Thank you for posting this, I now need to buy a couple! I have a high end one that is used in a large window. I'm doing a scarecrow/cornfield theme this year, and I want to do some pumpkins for sure. Two quick questions. How is the sound output volume/quality? And do you know if there is any way to use a USB stick to play the media via a cord? If not I've got several Apple devices.

Also, I suggest if you haven't done so yet, download this app http://digitaldudz.com/ I used it last year for a party, and I think that it is a continuous loop.

Dustyn


----------



## Turbophanx (Jun 30, 2008)

ScaryLane said:


> At 32 Lumens, it's a bit on the dim side. While good for a smaller images (like a face) it will not expand to cover a wall, even in a dark room.
> 
> If you planing on larger images, say 20 sq feet, a projector with 350 lumens will be need. The more light trespass the higher the lumens will need to be.


Help me understand Lumens, an online guide suggested that 2000 lumens was poor quality, normally for pocket projectors. This one only has 32 Lumens????

Are they not on the same scale? Please help me understand the Lumens rating.
I am looking to use this in the same application, but with more ambient light. Im worried it wont be strong enough to have a good effect.


----------



## fritz42_male (May 5, 2009)

The online guide probably isn't very well written then. 

2000 Lumens is certainly good enough for a business room or home theatre and would give a nice bright picture. 32 Lumens is quite dim but given that most Halloween displays are outside in dimly lit areas would produce a discernible image and after all, you want a spooky effect not a bright 'in your face' display.


----------



## mys197gt (Jul 7, 2010)

It went to $93 yesterday and is at $95 today. More price drops on it are imminent and likely.


----------



## Turbophanx (Jun 30, 2008)

Im buying it, afterall...if its not bright enough for my current application, Im sure I can find other uses for it...if nothing else, ill watch movies on the wall under my desk at work.


----------



## mys197gt (Jul 7, 2010)

Down to $90.87 now.....


----------



## Mr_Chicken (Nov 26, 2008)

Bigant,
Here's a thought that might help with your speaker woes. Disneyland often hides speakers in things, and just finds clever ways to make a hole in that object for the sound to come through. If you turn your speakers the other way and make some cracks that go all the way through the tombstone, that may be enough to give you better sound.

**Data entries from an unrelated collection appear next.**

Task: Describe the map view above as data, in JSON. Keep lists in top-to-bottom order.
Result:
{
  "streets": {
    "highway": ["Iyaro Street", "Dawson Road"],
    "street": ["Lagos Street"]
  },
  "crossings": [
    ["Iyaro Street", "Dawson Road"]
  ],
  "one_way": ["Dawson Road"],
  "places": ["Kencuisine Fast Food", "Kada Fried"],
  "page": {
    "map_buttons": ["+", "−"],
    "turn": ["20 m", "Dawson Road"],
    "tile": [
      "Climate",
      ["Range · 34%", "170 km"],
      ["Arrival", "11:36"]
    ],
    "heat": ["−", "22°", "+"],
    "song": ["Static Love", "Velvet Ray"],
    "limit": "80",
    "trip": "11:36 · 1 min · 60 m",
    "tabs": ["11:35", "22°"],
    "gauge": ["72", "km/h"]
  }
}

I'll be watching this projector...might have to grab one if the price keeps going down...


----------



## kauldron (Oct 17, 2011)

I noticed a special offers and promotions near the description and it linked me to their used page, here it is: 
http://www.amazon.com/gp/offer-list..._m=ATVPDKIKX0DER&pf_rd_r=09WC5043PJXYKJ4XGC70

Looks like these may be refurbs or just returns to Amazon but the prices are even cheaper


----------



## Turbophanx (Jun 30, 2008)

For as little as $15 more, I would prefer to buy a new one with full warranty.


----------



## ScaryLane (Jun 3, 2013)

Turbophanx said:


> Help me understand Lumens, an online guide suggested that 2000 lumens was poor quality, normally for pocket projectors. This one only has 32 Lumens????
> 
> Are they not on the same scale? Please help me understand the Lumens rating.
> I am looking to use this in the same application, but with more ambient light. Im worried it wont be strong enough to have a good effect.


As you know, Lumens is the over brightness of the image. If you keep the image small and in a very dark place then the 32 Lumens project could work for you.

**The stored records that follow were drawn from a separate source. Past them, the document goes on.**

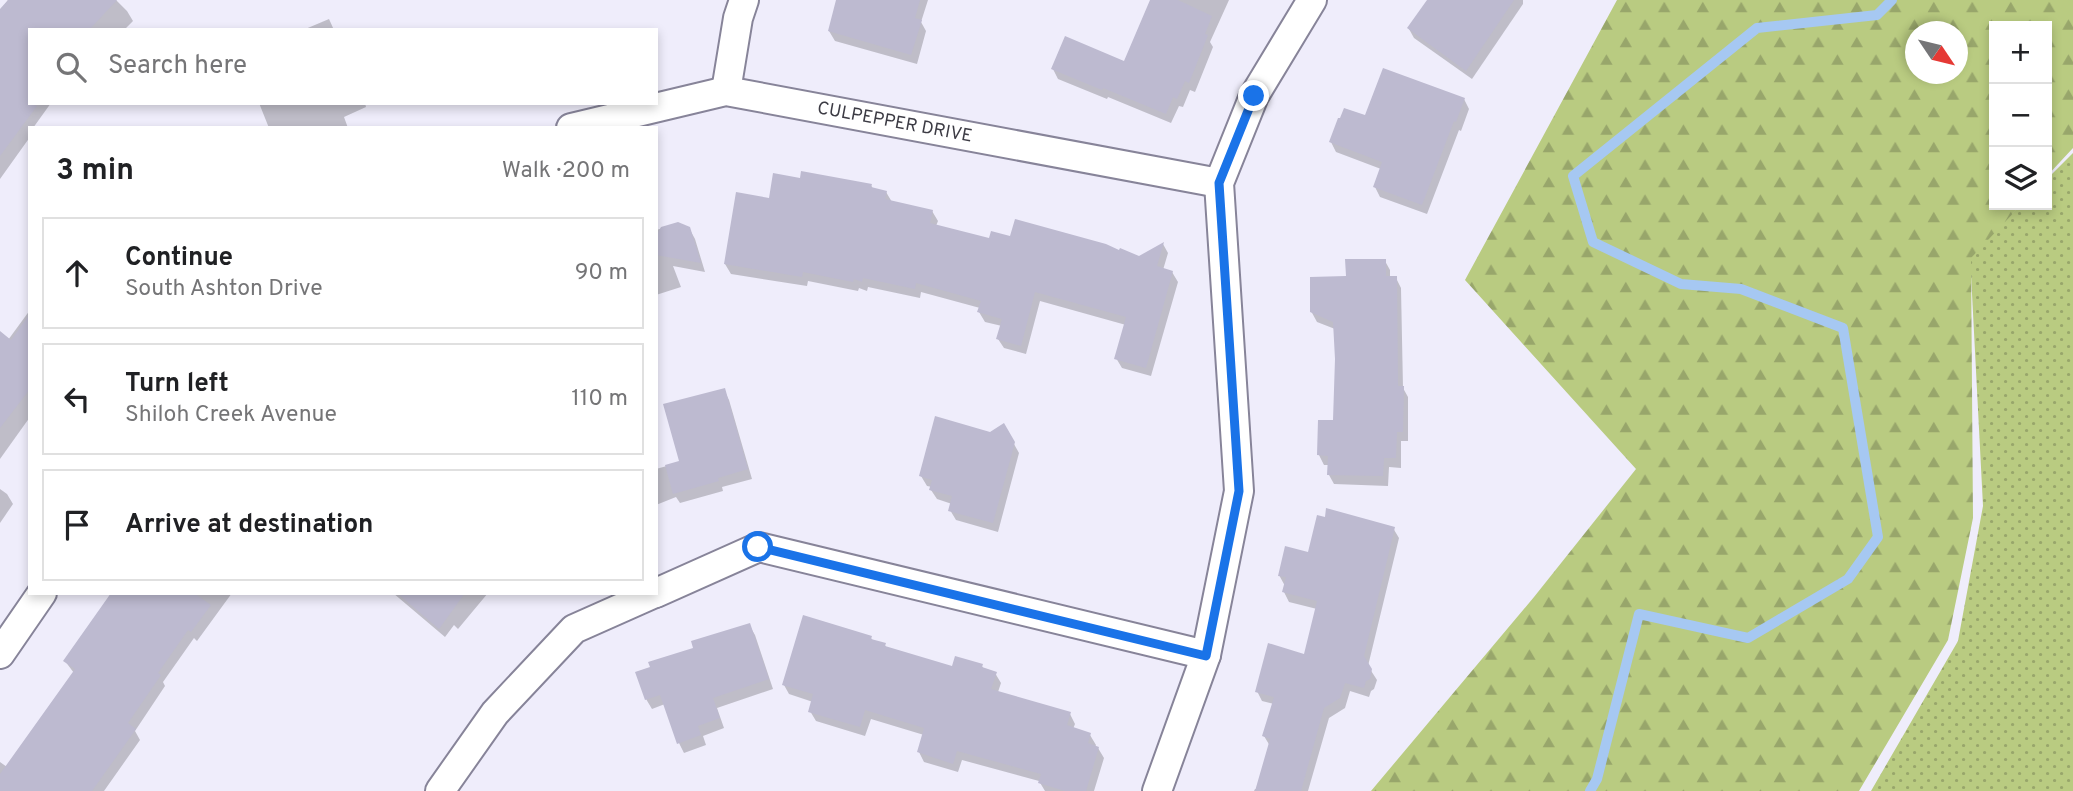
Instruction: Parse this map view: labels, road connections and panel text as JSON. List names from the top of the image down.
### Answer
{
  "streets": {
    "street": ["CULPEPPER DRIVE"]
  },
  "north": "bottom right",
  "page": {
    "map_buttons": ["+", "−"],
    "search": "Search here",
    "heading": ["3 min", "Walk · 200 m"],
    "list": [
      ["Continue", "South Ashton Drive", "90 m"],
      ["Turn left", "Shiloh Creek Avenue", "110 m"],
      "Arrive at destination"
    ]
  }
}
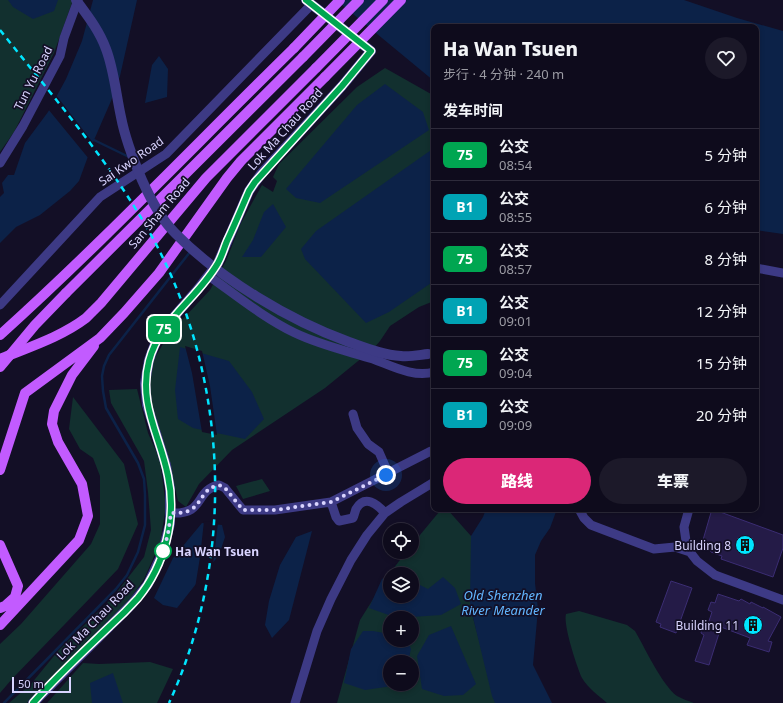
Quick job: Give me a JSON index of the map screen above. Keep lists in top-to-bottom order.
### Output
{
  "streets": {
    "main road": ["San Sham Road"],
    "street": ["Tun Yu Road", "Lok Ma Chau Road", "Sai Kwo Road"]
  },
  "crossings": [
    ["Lok Ma Chau Road", "Sai Kwo Road"]
  ],
  "water": ["Old Shenzhen River Meander"],
  "places": {
    "building": ["Building 8", "Building 11"],
    "other": ["Ha Wan Tsuen"]
  },
  "lines": ["bus line 75"],
  "scale_bar": "50 m",
  "page": {
    "on_map": "75",
    "heading": [
      ["Ha Wan Tsuen", "步行 · 4 分钟 · 240 m"],
      "发车时间"
    ],
    "list": [
      {
        "mark": "75",
        "name": "公交",
        "note": "08:54",
        "value": "5 分钟"
      },
      {
        "mark": "B1",
        "name": "公交",
        "note": "08:55",
        "value": "6 分钟"
      },
      {
        "mark": "75",
        "name": "公交",
        "note": "08:57",
        "value": "8 分钟"
      },
      {
        "mark": "B1",
        "name": "公交",
        "note": "09:01",
        "value": "12 分钟"
      },
      {
        "mark": "75",
        "name": "公交",
        "note": "09:04",
        "value": "15 分钟"
      },
      {
        "mark": "B1",
        "name": "公交",
        "note": "09:09",
        "value": "20 分钟"
      }
    ],
    "buttons": ["路线", "车票"],
    "map_buttons": ["+", "−"],
    "scale": "50 m"
  }
}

The problem is when you increase the size of the image or have a lot of light trespass on the screen/surface then the 32 lumens will not cut it. Remember, as you double the size across you are increasing the overall size by a factor of 4 times and make the image 4 times dimmer. In other words, twice as big is 4 times dimmer.

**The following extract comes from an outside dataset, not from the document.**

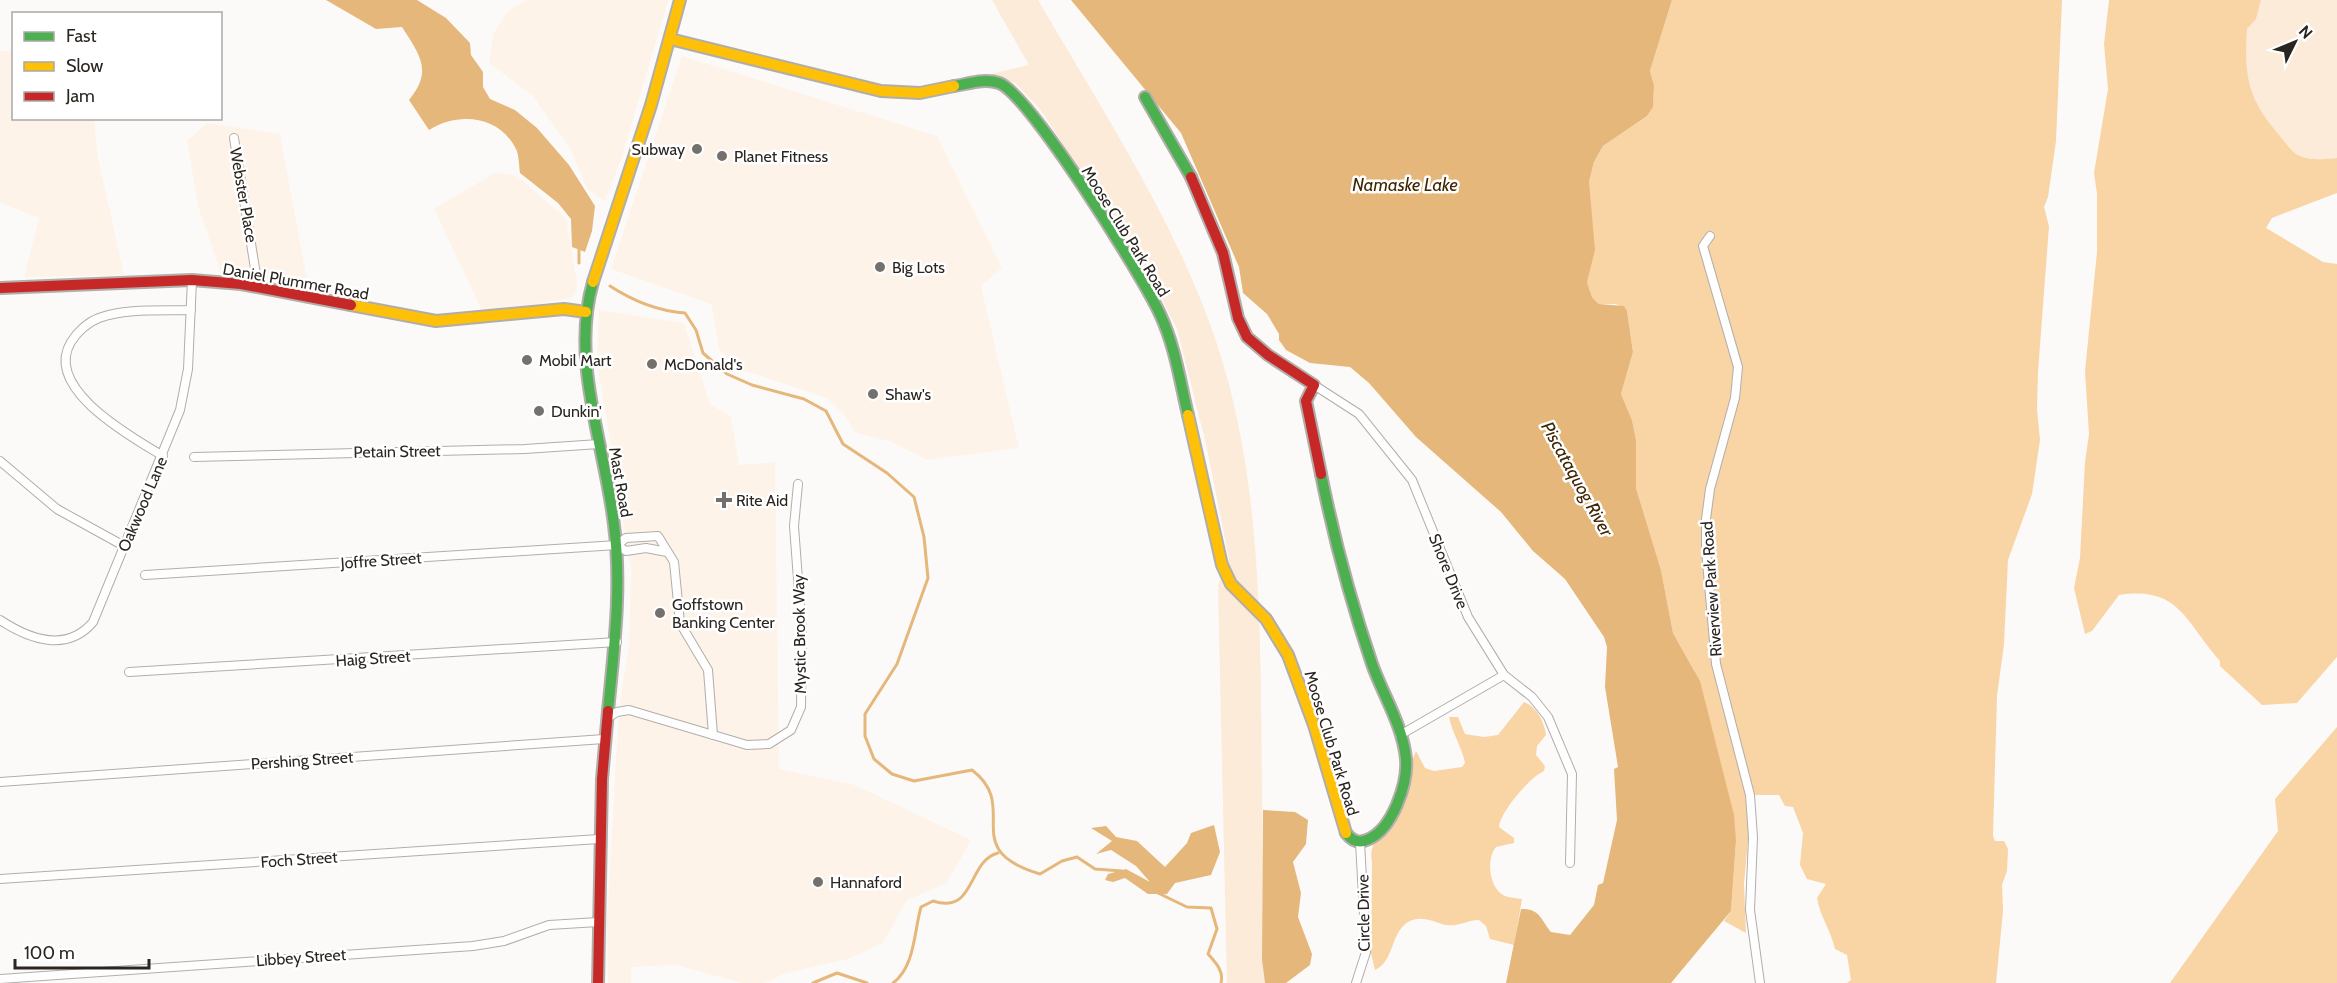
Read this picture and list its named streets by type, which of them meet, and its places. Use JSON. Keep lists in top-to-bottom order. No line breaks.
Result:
{"streets":{"street":["Webster Place","Moose Club Park Road","Daniel Plummer Road","Petain Street","Mast Road","Oakwood Lane","Joffre Street","Shore Drive","Riverview Park Road","Mystic Brook Way","Haig Street","Pershing Street","Foch Street","Circle Drive","Libbey Street"]},"crossings":[["Webster Place","Daniel Plummer Road"],["Moose Club Park Road","Mast Road"],["Moose Club Park Road","Shore Drive"],["Moose Club Park Road","Circle Drive"],["Daniel Plummer Road","Mast Road"],["Daniel Plummer Road","Oakwood Lane"],["Petain Street","Mast Road"],["Mast Road","Joffre Street"],["Mast Road","Mystic Brook Way"],["Mast Road","Haig Street"],["Mast Road","Pershing Street"],["Mast Road","Foch Street"],["Mast Road","Libbey Street"]],"water":["Namaske Lake","Piscataquog River"],"places":{"other":["Subway","Planet Fitness","Big Lots","Mobil Mart","McDonald's","Shaw's","Dunkin'","Goffstown Banking Center","Hannaford"],"health":["Rite Aid"]},"legend":["Fast","Slow","Jam"],"scale_bar":"100 m","north":"top right"}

Something else to watch out for is the type of surface you are putting the image on. If the surface of the object is not very reflective then the image will not show very well. I've used 3M black reflective tape to make a small movie screen out of a black surface and it sure made the image pop.

As for question of needing 2000 Lumens for a haunt project, this is only true for a wall size screen. But keep it in dark place with a smaller size image on something that reflects well, you should be in good shape a 32 Lumens projector.

Just know the limits of what you are using.


----------



## HomeyDaClown (Oct 3, 2009)

If anyone needs an iphone cable or two or three for this (3M Mobile) projector, send me a PM. I'll never use them.


----------



## Turbophanx (Jun 30, 2008)

Now 113 bucks!


----------



## BIGANT (Jul 13, 2010)

Mr_Chicken said:


> Bigant,
> Here's a thought that might help with your speaker woes. Disneyland often hides speakers in things, and just finds clever ways to make a hole in that object for the sound to come through. If you turn your speakers the other way and make some cracks that go all the way through the tombstone, that may be enough to give you better sound.
> 
> I'll be watching this projector...might have to grab one if the price keeps going down...


yup thats exactly what I ended up doing! haha






Its all painted now I will need to make a video again at night to see how it all looks put together finally


----------



## mys197gt (Jul 7, 2010)

Turbophanx said:


> Now 113 bucks!


It got down to $90 when this post was originally put up - guess having a large amount of people looking at something and not purchasing it affected the price.


----------



## Coldshatter (Aug 29, 2013)

I know this thread hasn't been posted in for awhile....I'm still on the hunt for an inexpensive projector to do something like singing pumpkins. Thought people should know that 3M has discontinued making projectors. Just an FYI.


----------



## Magic13 (Dec 20, 2012)

Nice find!!! I tried grabbing a reduced christmas Black Friday special... But, did not result in the same outcome. I would love to see the final result when it's ready.


----------